According to Mark, the story starts with John the Baptist who was baptising people in the wilderness and proclaiming that someone greater than he was on the way.  That person was Jesus who was baptised by John.  Immediately after the baptism, the heavens opened and a voice from heaven revealed that Jesus was the Son of God, in whom God was well pleased.  Now note that 1) God did not say “This is an element of Me in whom I am well pleased” and 2) if Jesus=God then why is he telling himself who he is?

(It is a bit unclear as to who saw the Heavens open or who heard the voice from heaven, it is possible that apart from Jesus only John was in the vicinity, and the text implies that perhaps only Jesus saw the vision.)

This confusion as to identity never really goes away in Mark:

·         Mark 1:34 – Jesus suffers not the devils to speak, because they knew him

·         Mark 1:44 – having cured a leper, Jesus commands him to say nothing to any man (which the leper failed to do, rather he went out and began to publish it much)

·         Mark 7:36 – Jesus heals a deaf man with a speech impediment, then says that he should tell no man of the miracle (which the man fails to do)

·         Mark 8:26 – Jesus heals a blind man, then tells him to neither go into the town, not tell it to any in the town

·         Mark 8:29-30 – Jesus questions his disciples as to who they think he is, Peter says “Thou art the Christ” and Jesus tells them to tell no man of him

·         Mark 9:9 – after the transfiguration on the mountain, he charges those who witnessed it to speak to none of it (until after the Son of Man had risen from the dead)

·         Mark 11:33 – the chief priests, scribes and elders of the temple had recognised Jesus and asked of him by what authority he did what he did.  Instead of giving an answer he asks them what they think, to which they reply “We cannot tell”.  Jesus then says “Neither do I tell you by what authority I do these things”.

·         Mark 14:44 – Judas Iscariot tells those who come to arrest Jesus that he will identify Jesus to them by kissing him

Now, for a personage sent to Earth to spread the word of God, Jesus put a lot of effort into remaining unknown.  But that effort seems to be totally unsuccessful because people continually recognise him, including the chief priests, scribes and elders of the temple.

The only people who don’t recognise him are those sent to arrest him, necessitating the betrayal by Judas (which would not have been necessary since the high priests could have simply described him to their men).

At the ninth hour on the cross, in Mark 15:34, Jesus says “My God, my God, why hast thou forsaken me?”  This is totally incomprehensible if Jesus=God but makes a lot more sense if he is just a guy who either thinks he is the Son of God, or perhaps is favoured by God.

Interestingly, despite the constant hiding of his identity, one of the last things the Risen Christ says to his disciples is “He that believeth and is baptised shall be saved; but he that believeth not shall be damned.”  Why then did Jesus put so much effort into hiding evidence that would support a belief in what he was preaching?

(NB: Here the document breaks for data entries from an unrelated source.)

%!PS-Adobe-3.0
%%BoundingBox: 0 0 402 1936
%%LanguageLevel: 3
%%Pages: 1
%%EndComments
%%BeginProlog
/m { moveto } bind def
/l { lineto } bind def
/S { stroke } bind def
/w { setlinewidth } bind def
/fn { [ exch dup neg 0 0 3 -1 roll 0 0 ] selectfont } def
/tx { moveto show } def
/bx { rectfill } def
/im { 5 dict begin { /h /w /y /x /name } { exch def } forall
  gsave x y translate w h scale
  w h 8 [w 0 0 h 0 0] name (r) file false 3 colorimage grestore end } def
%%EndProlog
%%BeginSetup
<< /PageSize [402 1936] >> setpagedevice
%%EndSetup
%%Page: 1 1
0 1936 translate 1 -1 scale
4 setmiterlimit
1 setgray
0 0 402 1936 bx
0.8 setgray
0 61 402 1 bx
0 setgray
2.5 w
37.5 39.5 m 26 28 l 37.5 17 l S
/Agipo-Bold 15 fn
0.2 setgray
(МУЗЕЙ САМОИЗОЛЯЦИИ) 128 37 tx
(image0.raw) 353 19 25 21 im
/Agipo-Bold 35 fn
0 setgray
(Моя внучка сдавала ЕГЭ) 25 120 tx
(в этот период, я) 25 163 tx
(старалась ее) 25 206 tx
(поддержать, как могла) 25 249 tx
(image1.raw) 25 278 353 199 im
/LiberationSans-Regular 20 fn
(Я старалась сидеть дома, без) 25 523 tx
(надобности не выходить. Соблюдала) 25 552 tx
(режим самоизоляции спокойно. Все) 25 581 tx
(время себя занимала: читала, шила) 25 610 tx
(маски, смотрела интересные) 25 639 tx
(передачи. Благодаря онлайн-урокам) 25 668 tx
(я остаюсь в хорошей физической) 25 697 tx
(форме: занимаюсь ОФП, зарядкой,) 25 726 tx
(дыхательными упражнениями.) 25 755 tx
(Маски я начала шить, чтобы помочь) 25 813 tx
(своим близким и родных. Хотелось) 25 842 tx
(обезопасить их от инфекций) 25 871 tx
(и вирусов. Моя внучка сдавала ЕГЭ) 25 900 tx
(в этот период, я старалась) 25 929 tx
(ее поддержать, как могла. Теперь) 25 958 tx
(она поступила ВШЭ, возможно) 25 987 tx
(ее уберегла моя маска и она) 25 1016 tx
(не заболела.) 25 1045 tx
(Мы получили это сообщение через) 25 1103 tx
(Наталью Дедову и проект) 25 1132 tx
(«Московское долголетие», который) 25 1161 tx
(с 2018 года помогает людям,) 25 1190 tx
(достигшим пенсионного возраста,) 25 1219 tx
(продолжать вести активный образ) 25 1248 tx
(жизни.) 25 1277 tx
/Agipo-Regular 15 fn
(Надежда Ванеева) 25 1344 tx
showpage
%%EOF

This "masked man" approach would make sense if Mark's gospel was fiction, like others in which the secret identities of heroes are not generally known (Superman for example, whose cunning disguise is a suit and a pair of glasses).

It should be noted that in Mark 16:15-18 we have the perfect test for the strength of a Christian’s faith in the literal word of the gospel:

·       He said to them, “Go into all the world and preach the gospel to all creation.  Whoever believes and is baptized will be saved, but whoever does not believe will be condemned.  And these signs shall follow them that believe; In my name shall they cast out devils; they shall speak with new tongues; They shall take up serpents; and if they drink any deadly thing, it shall not hurt them; they shall lay hands on the sick, and they shall recover."

Noting that there is no expiry clause on this, it possibly provides a method for proving once and for all whether the Bible is inerrant.  For example, those people who attempt to legislate on the basis of Biblical truth or to change the national syllabus to eradicate science based subjects in favour of creationist accounts should first prove their faith that the Bible is inerrant by taking up a taipan and then drinking a glass of potassium cyanide and cola.  While I don't expect many to take up the challenge, it could cool their enthusiasm for forcing change on others.